The former DJ, fashion designer, mentor, equality champion and all-round nice guy Anton Douglas tells us how a brief brush with banking left him craving creativity and control
Before Anton launched fashion label Sneaker Club he was heavily involved in the DJ scene in the UK and across Europe for seven successful years. Rather than working solo as many DJs do, Anton was part of a collective… well two actually. First came Logistics which was a large bunch and then Sneaker Club consisting of three DJs and a live band which was pretty unusual. The idea for the label was born out of his experience with the group hence the name. Anton explains: “We met this guy who told us to make the most of what we had. He thought we could do really well from merchandising. So we started buying in blank apparels and customising them and it worked pretty well.”
SHOCK TO THE SYSTEM
Reluctantly, the collective disbanded when some members felt demotivated by low record sales and Anton found himself looking for a ‘normal’ job. He ended up working in finance where the only flash of creativity was deciding which tie to wear with which suit. He recalls: “It was a shock to the system. I stuck it out for a year then I had to call it quits.” When Anton decided to give fashion a try, Sneaker Club was the obvious name and he set about designing. His clothes are genderless which is important. Anton says: “I like to challenge society’s ideals. Why should boys wear blue and girls pink? The minute a child is born they’re put in a box. It’s not equal.” He adds: “Girls have been buying from men’s departments for years and I used to work with this serious rock dude who wanted extra skinny jeans so he’d buy girl’s. That’s quite common now.” The lines are blurred. The idea behind the label whose designs ooze urban simplicity is anything you might wear with sneakers, so there are plenty of cool tees as well as jackets and accessories plus a bespoke service. Anton’s keen to ensure that the label is inclusive from a cost point of view as well as gender, so items range from £5 to £300. He has an advantage over some designers in that he’s versatile, so he’s in control. “I can design, pack and cut, sew and finish, so that’s given me a bit of a leg up.” The clothing is stocked in concept store Bene Culture in the Custard Factory as well as online, plus Anton has his movable concept store in the form of his very cool matt black van which makes going to trade shows easy and effective.

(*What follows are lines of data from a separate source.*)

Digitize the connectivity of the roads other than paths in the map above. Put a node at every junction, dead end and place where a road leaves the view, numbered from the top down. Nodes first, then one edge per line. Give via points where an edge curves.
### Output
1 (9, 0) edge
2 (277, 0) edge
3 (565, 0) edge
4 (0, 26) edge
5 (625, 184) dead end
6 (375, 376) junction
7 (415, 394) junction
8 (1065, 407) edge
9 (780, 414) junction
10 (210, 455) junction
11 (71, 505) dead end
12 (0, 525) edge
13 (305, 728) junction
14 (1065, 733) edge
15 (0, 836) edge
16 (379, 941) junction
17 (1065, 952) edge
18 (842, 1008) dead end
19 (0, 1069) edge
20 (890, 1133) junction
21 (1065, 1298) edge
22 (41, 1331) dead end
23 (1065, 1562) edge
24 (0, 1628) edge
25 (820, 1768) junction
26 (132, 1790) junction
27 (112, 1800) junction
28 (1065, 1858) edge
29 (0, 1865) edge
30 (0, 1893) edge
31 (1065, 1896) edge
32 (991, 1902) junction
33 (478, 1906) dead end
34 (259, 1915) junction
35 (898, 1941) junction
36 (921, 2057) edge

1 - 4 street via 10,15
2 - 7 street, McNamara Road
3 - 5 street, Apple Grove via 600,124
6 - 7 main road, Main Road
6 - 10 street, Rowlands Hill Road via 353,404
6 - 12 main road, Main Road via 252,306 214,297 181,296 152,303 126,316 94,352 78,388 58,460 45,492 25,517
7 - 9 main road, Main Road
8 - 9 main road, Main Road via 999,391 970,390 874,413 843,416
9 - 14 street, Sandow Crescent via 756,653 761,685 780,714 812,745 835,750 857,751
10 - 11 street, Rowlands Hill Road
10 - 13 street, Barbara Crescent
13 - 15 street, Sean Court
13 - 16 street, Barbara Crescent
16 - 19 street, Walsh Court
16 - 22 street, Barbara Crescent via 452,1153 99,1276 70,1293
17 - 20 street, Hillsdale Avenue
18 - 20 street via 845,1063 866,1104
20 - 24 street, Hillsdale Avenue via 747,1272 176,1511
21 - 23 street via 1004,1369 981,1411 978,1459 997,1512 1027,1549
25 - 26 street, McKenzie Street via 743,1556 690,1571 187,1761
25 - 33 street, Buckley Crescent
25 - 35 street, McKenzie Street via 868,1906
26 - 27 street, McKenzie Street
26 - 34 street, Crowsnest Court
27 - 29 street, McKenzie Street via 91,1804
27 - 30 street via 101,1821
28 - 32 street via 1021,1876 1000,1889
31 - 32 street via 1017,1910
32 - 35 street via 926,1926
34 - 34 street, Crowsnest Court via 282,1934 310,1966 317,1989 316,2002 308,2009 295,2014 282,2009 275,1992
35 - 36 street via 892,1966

A studio in the Custard Factory seemed the natural fit, so a year ago that’s where Anton set up. Surrounded by other creatives and independents it’s the ideal hub. The last two years have been a juggling act between studying fashion and developing the label with 2am finishes and 8am starts a frequent happening. Post-graduation Anton is enjoying focusing on the label and catching up on development. Having said that, he’s finding time to give back a bit too. After being invited to speak at BCU earlier in the year, he receives and answers e-mails from students regularly asking for advice or wanting to come and see him in the studio. “It’s fascinating to me that people are remotely interested in what I do. I didn’t intend to make clothes. I just loved the idea of doing something for myself and championing my own ideas.”